We wanted to make a low cost medical alert wearable that works on WiFi and Tropo. There are similar products on the market, but they are prohibitively expensive and impractical for low income households. We aim to create a product that can serve the need at significantly lower price points.

Problems with existing products

Medical alert devices already exist in many forms, but the leading solutions are prohibitively expensive both in terms of initial cost and ongoing cost. This forces out one of the largest potential customer bases for these products: low income families. In addition, many of these solutions have not been updated since their inception make inefficient use of modern technology.

How we fixed these problems

With WiFi technology becoming more and more ubiquitous, we decided to use it as a basis for our project's connectivity. And, instead of having a manned call center, we reduced cost by using the Cisco Tropo API to alert a predetermined emergency contact list.
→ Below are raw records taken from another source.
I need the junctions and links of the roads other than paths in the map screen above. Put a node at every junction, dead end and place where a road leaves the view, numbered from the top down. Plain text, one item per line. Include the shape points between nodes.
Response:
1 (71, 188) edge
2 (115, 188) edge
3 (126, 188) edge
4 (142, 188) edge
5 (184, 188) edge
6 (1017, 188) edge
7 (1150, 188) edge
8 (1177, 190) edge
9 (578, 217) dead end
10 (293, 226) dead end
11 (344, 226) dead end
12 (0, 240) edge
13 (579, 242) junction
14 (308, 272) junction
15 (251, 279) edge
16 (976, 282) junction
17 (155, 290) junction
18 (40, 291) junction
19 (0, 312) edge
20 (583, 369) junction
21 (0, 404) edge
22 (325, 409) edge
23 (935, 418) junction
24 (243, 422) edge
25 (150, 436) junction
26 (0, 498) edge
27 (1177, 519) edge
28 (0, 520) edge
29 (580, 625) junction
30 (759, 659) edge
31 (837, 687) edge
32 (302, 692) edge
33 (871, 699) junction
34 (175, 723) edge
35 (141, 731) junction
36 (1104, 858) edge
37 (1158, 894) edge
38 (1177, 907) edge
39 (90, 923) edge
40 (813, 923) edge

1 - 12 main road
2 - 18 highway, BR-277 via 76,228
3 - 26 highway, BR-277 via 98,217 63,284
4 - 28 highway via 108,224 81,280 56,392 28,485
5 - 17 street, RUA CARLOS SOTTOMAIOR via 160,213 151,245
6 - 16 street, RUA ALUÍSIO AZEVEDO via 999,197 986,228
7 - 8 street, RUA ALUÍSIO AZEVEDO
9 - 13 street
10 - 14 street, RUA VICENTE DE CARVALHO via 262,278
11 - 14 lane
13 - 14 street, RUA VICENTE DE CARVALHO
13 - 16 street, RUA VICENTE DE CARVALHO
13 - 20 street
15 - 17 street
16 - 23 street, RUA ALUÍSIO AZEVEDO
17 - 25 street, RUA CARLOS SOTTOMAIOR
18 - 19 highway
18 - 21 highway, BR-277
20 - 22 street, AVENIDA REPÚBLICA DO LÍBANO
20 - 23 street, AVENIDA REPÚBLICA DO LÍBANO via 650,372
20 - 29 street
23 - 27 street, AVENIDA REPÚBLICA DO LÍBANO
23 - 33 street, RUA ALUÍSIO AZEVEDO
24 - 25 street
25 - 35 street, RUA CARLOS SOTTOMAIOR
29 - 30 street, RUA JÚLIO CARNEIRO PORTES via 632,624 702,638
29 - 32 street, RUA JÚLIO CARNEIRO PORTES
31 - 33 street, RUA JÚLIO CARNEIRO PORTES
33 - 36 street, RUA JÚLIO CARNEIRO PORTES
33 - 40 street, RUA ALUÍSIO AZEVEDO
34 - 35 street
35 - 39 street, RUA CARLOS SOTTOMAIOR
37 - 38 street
Our device is capable of detecting falls through an accelerometer, and a user can manually trigger an alert using an alert button.

Our device runs on a Particle Photon and sends alert data to a flask server. In the case of an alert, the server retrieves a list of the user's emergency contacts and sends a request to Tropo to notify the contacts. The watch uses a capacitive sensor to know if it is on a user's wrist, and displays information to the user via an LED ring. Alerts can be manually triggered using an alert button or detected using an accelerometer. In addition, our watch tells the time.
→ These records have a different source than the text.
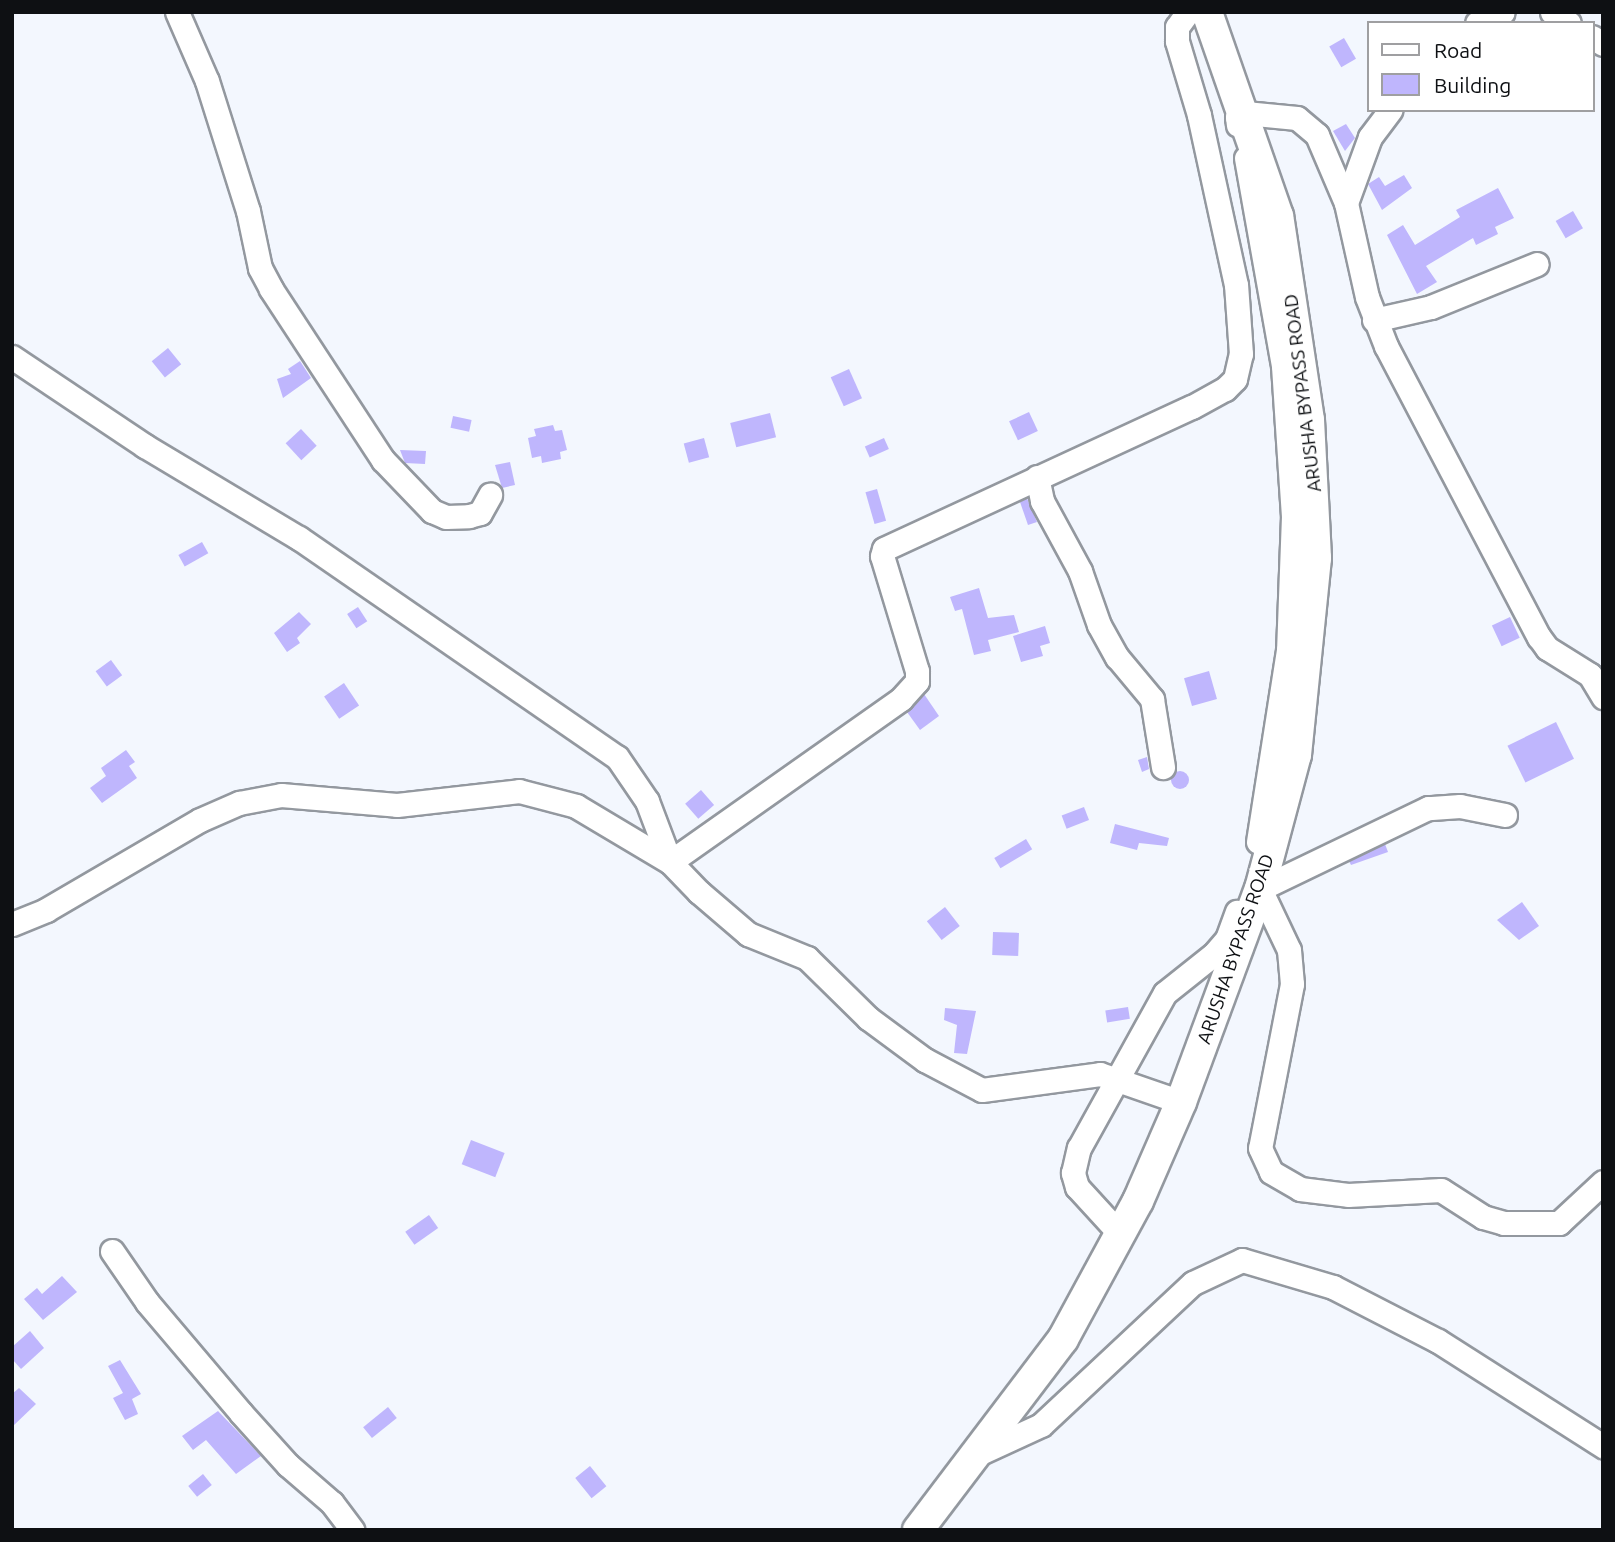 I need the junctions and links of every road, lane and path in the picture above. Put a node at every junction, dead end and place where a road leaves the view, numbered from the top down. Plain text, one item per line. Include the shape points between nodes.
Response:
1 (177, 12) edge
2 (1188, 12) edge
3 (1207, 12) edge
4 (1503, 12) edge
5 (1482, 21) edge
6 (1389, 112) edge
7 (1245, 113) junction
8 (1346, 203) junction
9 (1537, 264) dead end
10 (1374, 320) junction
11 (12, 357) edge
12 (1037, 477) junction
13 (489, 495) dead end
14 (1603, 698) edge
15 (1163, 767) dead end
16 (1505, 815) dead end
17 (670, 862) junction
18 (1261, 889) junction
19 (12, 924) edge
20 (1117, 1078) junction
21 (1181, 1102) junction
22 (1603, 1182) edge
23 (1121, 1235) junction
24 (113, 1251) dead end
25 (1603, 1446) edge
26 (978, 1454) junction
27 (352, 1530) edge
28 (918, 1530) edge

1 - 13 street via 207,81 248,211 260,268 271,289 383,460 432,511 446,517 480,513
2 - 12 street via 1177,27 1177,41 1199,115 1236,285 1241,354 1235,379 1192,407
3 - 7 main road, ARUSHA BYPASS ROAD
4 - 5 street
6 - 8 street via 1370,137
7 - 8 street via 1305,122 1317,135
7 - 18 main road, ARUSHA BYPASS ROAD via 1278,216 1291,289 1309,420 1316,545 1296,755
7 - 20 street via 1237,121 1273,298 1290,454 1289,650 1274,762 1248,880 1227,939 1165,993
8 - 10 street
9 - 10 street via 1431,307
10 - 14 street via 1539,637 1547,648 1590,675
11 - 17 street via 145,446 299,538 617,757 647,802
12 - 15 street via 1042,501 1080,570 1099,625 1117,657 1152,699
12 - 17 street via 884,549 882,556 917,681 901,699
16 - 18 street via 1460,806 1428,808
17 - 19 street via 576,806 519,791 397,805 281,795 239,803 200,820 46,910
17 - 20 street via 748,934 807,958 895,1040 969,1085 989,1089 1071,1075
18 - 21 main road, ARUSHA BYPASS ROAD
18 - 22 street via 1283,933 1292,965 1290,1005 1260,1148 1264,1163 1282,1182 1348,1195 1441,1190 1483,1217 1547,1226 1577,1211
20 - 21 street
20 - 23 street via 1079,1148 1073,1174 1077,1187
21 - 23 main road, ARUSHA BYPASS ROAD
23 - 26 main road, ARUSHA BYPASS ROAD via 1063,1339
24 - 27 street via 147,1302 241,1413 288,1465 332,1503
25 - 26 street via 1490,1371 1333,1287 1242,1260 1193,1283 1041,1425
26 - 28 main road, ARUSHA BYPASS ROAD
A detailed description of our state machine is available on the github page.

Challenges we ran into

Our backend stack consisted of multiple different layers and utilized several external APIs. Getting everything to work together and run smoothly took some time, but in the end all of the information was managed appropriately. In addition, the Particle Photon does not work well with many Arduino libraries; interfacing the development board with our hardware was somewhat of a challenge.

What's next for Watch in Motion

Going from prototype to a functional consumer model and implementing advanced functionality such as heart rate monitors or accurate location data.